PointNet-Project 3D PointCloud Classificationa & Segmentation

Abstraction

PointNet is a neural network architecture that can process raw point cloud data without preprocessing or feature extraction steps. The main challenge with processing point cloud data is that it is unordered, making it difficult for traditional to do training. PointNet addresses this challenge by extracting global features and ensuring permutation invariance through shared MLP and max-pooling operations. Additionally, PointNet incorporates the Joint Alignment Network to eliminate the influence of translation, rotation, and other factors on point cloud classification and segmentation. The network also concatenates data and global features during segmentation to aggregate local and global information.

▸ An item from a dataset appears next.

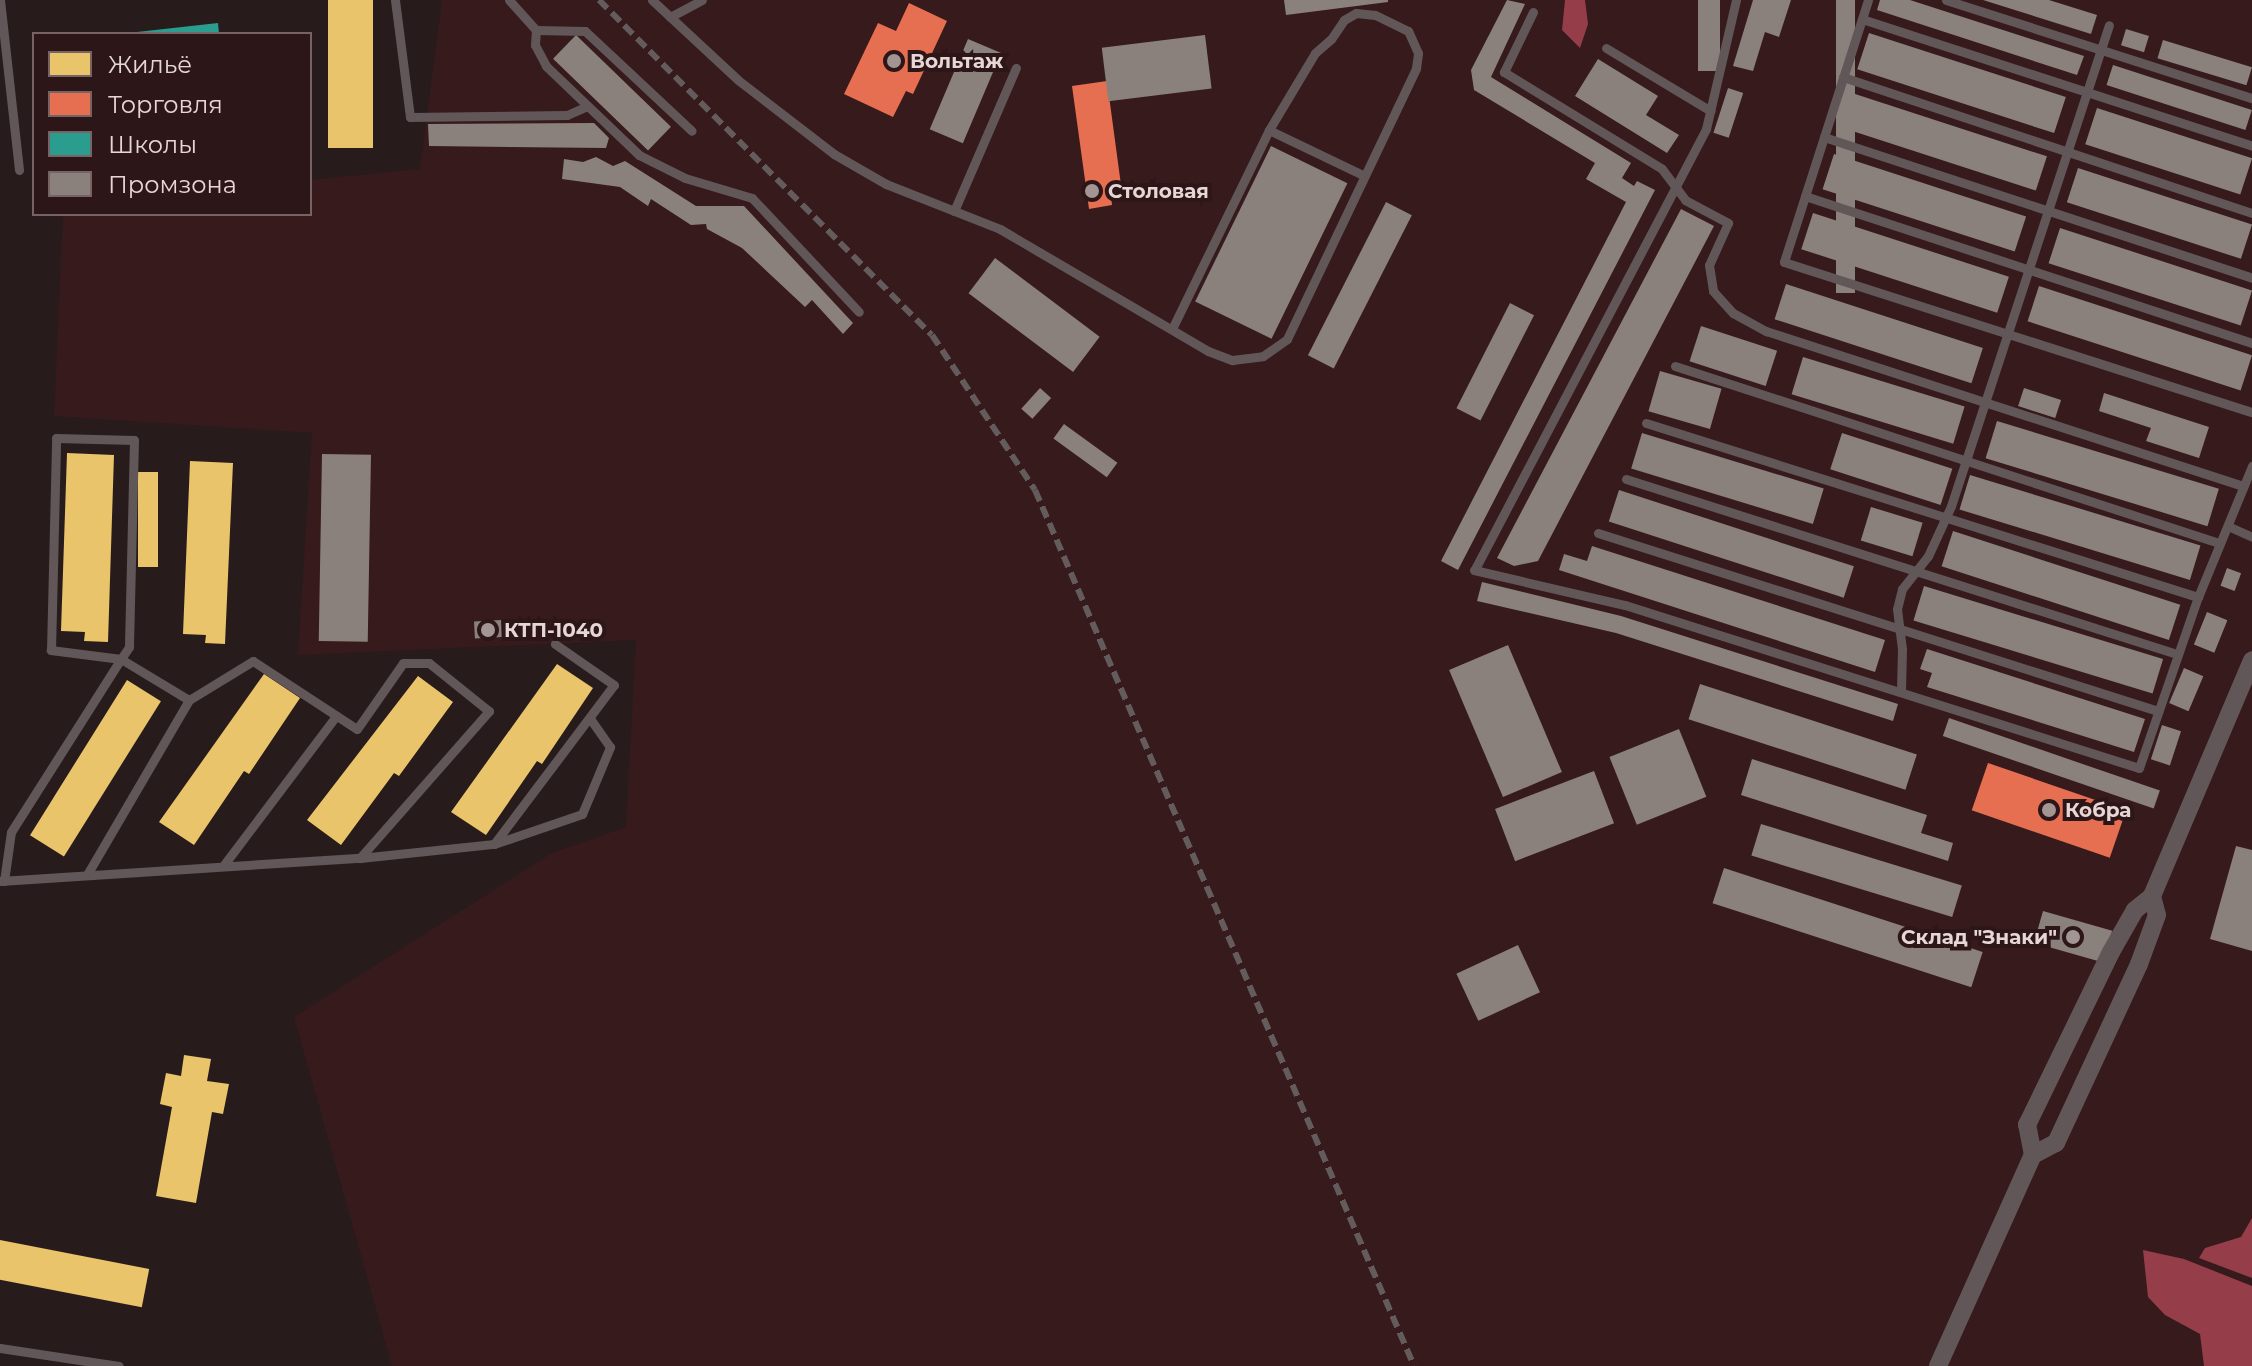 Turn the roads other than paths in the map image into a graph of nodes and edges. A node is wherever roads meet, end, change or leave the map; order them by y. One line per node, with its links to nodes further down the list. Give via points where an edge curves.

Adding Permutation Invariance

The idea of extracting a global feature is essential when doing classification and segmentation tasks because the input data cannot reflect the global information. The main challenge with processing point cloud data is that it is unordered. We want the same output features regardless of the order of the input point cloud. To have a permutation-invariant network, we need a symmetric function for unordered input. To handle the above problem, we apply MLPs on the individual points in the input point cloud to expand the dimension of input. And we achieve permutation-invariant by applying max-pooling operations to aggregate information across the points. The structure of the PointNet is shown in Figure 1. Please follow the instructions in this notebook. architecture

Joint Alignment Network

The Joint Alignment Network (T-Net) can eliminate the influence of translation, rotation, and other factors on point cloud classification and segmentation. The input point cloud passes through this network to obtain an affine transformation matrix. Then, this matrix is multiplied by the original point cloud to obtain a new nx3 point cloud. The same method is applied to the feature space to ensure the invariance of features. T-Net

Concatenating data and global feature during segmentation

Different from object classification which just needs global feature information, part segmentation needs both global and local feature. To do local and global information aggregation, we use a method similar to U- Net. PointNet aggregate local and global features simply by concentrating the global feature and local feature of each point in the hidden layer of MLP. With this modification, the network can predict each point category relying on global semantics and local geometry.

Result

Apply the transform matrix after trainning

before after
image before transform matrix(left) & after transform matrix(right)
epochs
loss

Run Code Online

Open classifier.ipynb and segmentation.ipynb will show you the model structure and how we train.